Die im Triumph Sieg über Sieg verkündet.

 

Wir selber, statt von Todesmuth entzündet,

Geben, (was sollt’ es noch durch Schein bestechen?)

Feig in die Hand die Waffe dem Verbrechen,

Verbündet wider uns. O daß erstündet

 

Ihr der Geschichte leuchtende Gestalten,

In Glaubensmuth thatkräftige Naturen,

Um höhern Lebens Keime zu entfalten

 

Uns lenkend auf die gottgewiesnen Spuren!

Denn schon, zur Lust dämonischer Gewalten,

Trägt unser Werk des Todes Signaturen.

 

 

 

 

 

 

 

Dr. Karl Hoffmann               Im Frühjahr

um 1850

Der Lenz erwacht; ein freudeselig Klingen

Verkündet’s in den leisbewegten Zweigen,

Die Blumen froh sich zu einander neigen

Und scherzen mit den bunten Schmetterlingen;

 

Vom Fels thalab die muntern Bächlein springen,

Die Lerche drängt’s nach langverhaltnem Schweigen

Auf Liebesstufen himmelan zu steigen;

Nur ich vermag den Schmerz nicht zu bezwingen.

 

Wann wird, o Vaterland, dein Frühling kommen?

Kahl steht des Glaubens Baum, Lieb’ ist verglommen,

Der Selbstsucht Frost schnürt Herzen, die sonst offen,

 

Schnee deckt, das Leichentuch, erstorbnes Hoffen,

Aas witternd krächzt der Rab’ und heulend wachen

Des Hungers Wölfe mit entsperrtem Rachen.

 

 

 

 

 

 

 

Dr. Karl Hoffmann               Kampfes Triumph

um 1850

Nicht findet Ruh’ in engbeschränkten Kreisen

Der Mensch: in allen Meeren Segel bauschen

Sich dienstbar ihm, durch Stepp’ und Urwald rauschen

Dampfwagenzüg’ auf nie befahrnen Gleisen.

 

Des Europäers klugem Wort und Weisen

Erhebt der Wüste Sohn sich schon zu lauschen,

Gesittung statt der Wildheit einzutauschen.

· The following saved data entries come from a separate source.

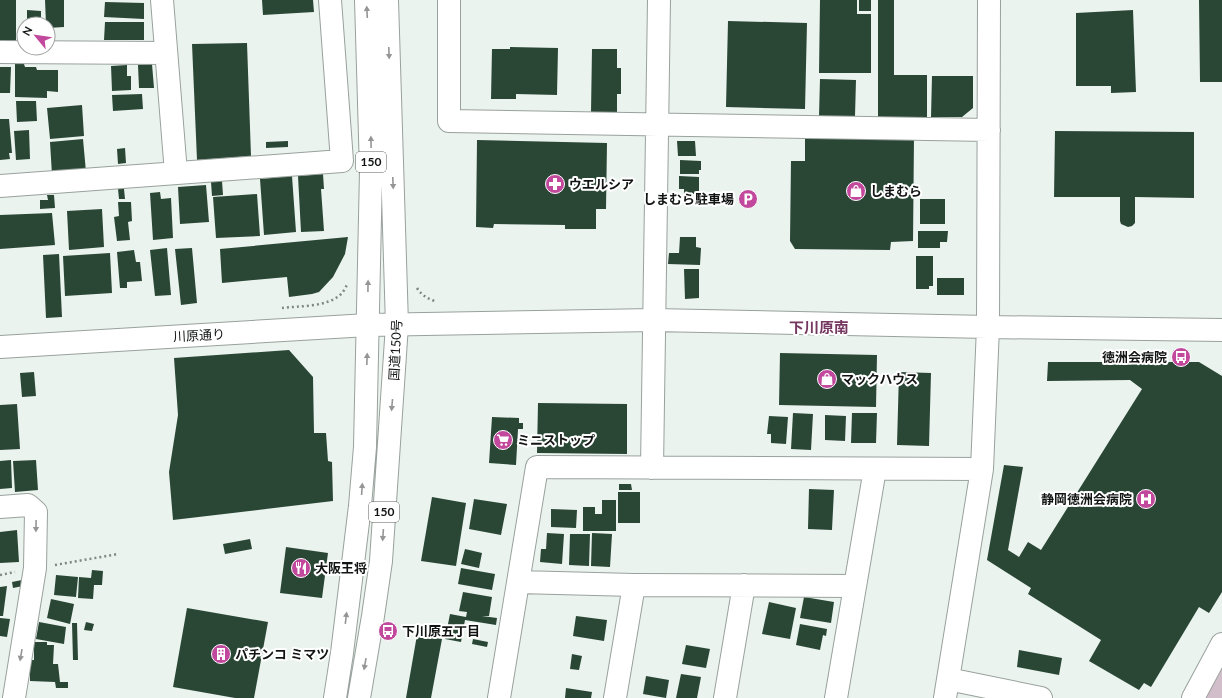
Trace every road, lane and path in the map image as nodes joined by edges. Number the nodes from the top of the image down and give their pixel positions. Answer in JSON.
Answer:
{"nodes":[{"id":1,"x":162,"y":0,"type":"edge"},
{"id":2,"x":330,"y":0,"type":"edge"},
{"id":3,"x":366,"y":0,"type":"edge"},
{"id":4,"x":387,"y":0,"type":"edge"},
{"id":5,"x":449,"y":0,"type":"edge"},
{"id":6,"x":659,"y":0,"type":"edge"},
{"id":7,"x":990,"y":0,"type":"edge"},
{"id":8,"x":0,"y":52,"type":"edge"},
{"id":9,"x":166,"y":53,"type":"junction"},
{"id":10,"x":657,"y":124,"type":"junction"},
{"id":11,"x":989,"y":130,"type":"junction"},
{"id":12,"x":176,"y":173,"type":"junction"},
{"id":13,"x":0,"y":186,"type":"edge"},
{"id":14,"x":349,"y":281,"type":"dead end"},
{"id":15,"x":415,"y":285,"type":"dead end"},
{"id":16,"x":439,"y":302,"type":"dead end"},
{"id":17,"x":276,"y":308,"type":"dead end"},
{"id":18,"x":654,"y":320,"type":"junction"},
{"id":19,"x":368,"y":325,"type":"junction"},
{"id":20,"x":397,"y":325,"type":"junction"},
{"id":21,"x":988,"y":327,"type":"junction"},
{"id":22,"x":1222,"y":330,"type":"edge"},
{"id":23,"x":0,"y":347,"type":"edge"},
{"id":24,"x":652,"y":468,"type":"junction"},
{"id":25,"x":875,"y":468,"type":"junction"},
{"id":26,"x":982,"y":469,"type":"junction"},
{"id":27,"x":0,"y":508,"type":"edge"},
{"id":28,"x":118,"y":554,"type":"dead end"},
{"id":29,"x":35,"y":568,"type":"junction"},
{"id":30,"x":0,"y":575,"type":"edge"},
{"id":31,"x":518,"y":582,"type":"junction"},
{"id":32,"x":634,"y":585,"type":"junction"},
{"id":33,"x":744,"y":585,"type":"junction"},
{"id":34,"x":855,"y":586,"type":"junction"},
{"id":35,"x":1222,"y":644,"type":"edge"},
{"id":36,"x":947,"y":688,"type":"edge"},
{"id":37,"x":14,"y":698,"type":"edge"},
{"id":38,"x":335,"y":698,"type":"edge"},
{"id":39,"x":359,"y":698,"type":"edge"},
{"id":40,"x":499,"y":698,"type":"edge"},
{"id":41,"x":615,"y":698,"type":"edge"},
{"id":42,"x":725,"y":698,"type":"edge"},
{"id":43,"x":836,"y":698,"type":"edge"},
{"id":44,"x":1041,"y":698,"type":"edge"},
{"id":45,"x":1193,"y":698,"type":"edge"}],
"edges":[{"from":1,"to":9,"type":"main road"},
{"from":2,"to":12,"type":"main road"},
{"from":19,"to":3,"type":"main road","name":"国道150号","number":"150","one_way":true},
{"from":4,"to":20,"type":"main road","name":"国道150号","number":"150","one_way":true},
{"from":5,"to":10,"type":"main road"},
{"from":6,"to":10,"type":"main road"},
{"from":7,"to":11,"type":"main road"},
{"from":8,"to":9,"type":"main road"},
{"from":9,"to":12,"type":"main road"},
{"from":10,"to":11,"type":"main road"},
{"from":10,"to":18,"type":"main road"},
{"from":11,"to":21,"type":"main road"},
{"from":12,"to":13,"type":"main road"},
{"from":14,"to":17,"type":"path"},
{"from":15,"to":16,"type":"path"},
{"from":18,"to":20,"type":"main road","name":"川原通り"},
{"from":18,"to":21,"type":"main road","name":"川原通り"},
{"from":18,"to":24,"type":"main road"},
{"from":19,"to":20,"type":"main road","name":"川原通り"},
{"from":19,"to":23,"type":"main road","name":"川原通り"},
{"from":38,"to":19,"type":"main road","name":"国道150号","number":"150","one_way":true},
{"from":20,"to":39,"type":"main road","name":"国道150号","number":"150","one_way":true},
{"from":21,"to":22,"type":"main road","name":"川原通り"},
{"from":21,"to":26,"type":"main road"},
{"from":24,"to":25,"type":"main road"},
{"from":24,"to":31,"type":"main road"},
{"from":25,"to":26,"type":"main road"},
{"from":25,"to":34,"type":"main road"},
{"from":26,"to":36,"type":"main road"},
{"from":27,"to":29,"type":"main road","one_way":true},
{"from":28,"to":29,"type":"path"},
{"from":29,"to":30,"type":"path"},
{"from":29,"to":37,"type":"main road","one_way":true},
{"from":31,"to":32,"type":"main road"},
{"from":31,"to":40,"type":"main road"},
{"from":32,"to":33,"type":"main road"},
{"from":32,"to":41,"type":"main road"},
{"from":33,"to":34,"type":"main road"},
{"from":33,"to":42,"type":"main road"},
{"from":34,"to":43,"type":"main road"},
{"from":35,"to":45,"type":"main road"},
{"from":36,"to":44,"type":"main road"}]}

Auch er soll ja erkennen Ihn und preisen,

 

der mit des Kaufherrn Gut im Weltverkehre

Sein heil’ges Wort auf Dampfes flücht’gem Flügel

Entsendet über Meer und Thal und Hügel,

 

Daß sich hinieden Seine Ehre mehre

Und alle Völker, noch so sehr verschieden

An Sprach’ und Sitte, ruh’n in seinem Frieden.